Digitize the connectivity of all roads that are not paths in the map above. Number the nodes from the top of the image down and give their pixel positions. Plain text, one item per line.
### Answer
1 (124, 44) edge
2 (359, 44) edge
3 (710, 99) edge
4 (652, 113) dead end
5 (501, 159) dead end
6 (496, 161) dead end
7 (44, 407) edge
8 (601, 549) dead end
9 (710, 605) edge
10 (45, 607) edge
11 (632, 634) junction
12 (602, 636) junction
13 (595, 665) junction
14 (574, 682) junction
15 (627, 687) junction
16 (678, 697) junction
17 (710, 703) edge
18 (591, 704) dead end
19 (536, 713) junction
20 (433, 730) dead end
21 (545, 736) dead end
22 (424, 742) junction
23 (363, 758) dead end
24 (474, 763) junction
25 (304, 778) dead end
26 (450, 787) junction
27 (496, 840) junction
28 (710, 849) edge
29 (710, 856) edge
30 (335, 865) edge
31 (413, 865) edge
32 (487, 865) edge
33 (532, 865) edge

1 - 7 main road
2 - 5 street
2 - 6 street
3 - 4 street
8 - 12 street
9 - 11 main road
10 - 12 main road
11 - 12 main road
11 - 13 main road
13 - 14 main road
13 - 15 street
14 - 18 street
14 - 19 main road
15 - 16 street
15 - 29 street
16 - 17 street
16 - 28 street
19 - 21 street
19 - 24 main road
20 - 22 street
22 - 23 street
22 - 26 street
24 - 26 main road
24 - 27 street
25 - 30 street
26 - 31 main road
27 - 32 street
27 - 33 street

--

* What is being asked *
Search the records above for "junction" and copy every line that has it.

* Solved exercise *
11 (632, 634) junction
12 (602, 636) junction
13 (595, 665) junction
14 (574, 682) junction
15 (627, 687) junction
16 (678, 697) junction
19 (536, 713) junction
22 (424, 742) junction
24 (474, 763) junction
26 (450, 787) junction
27 (496, 840) junction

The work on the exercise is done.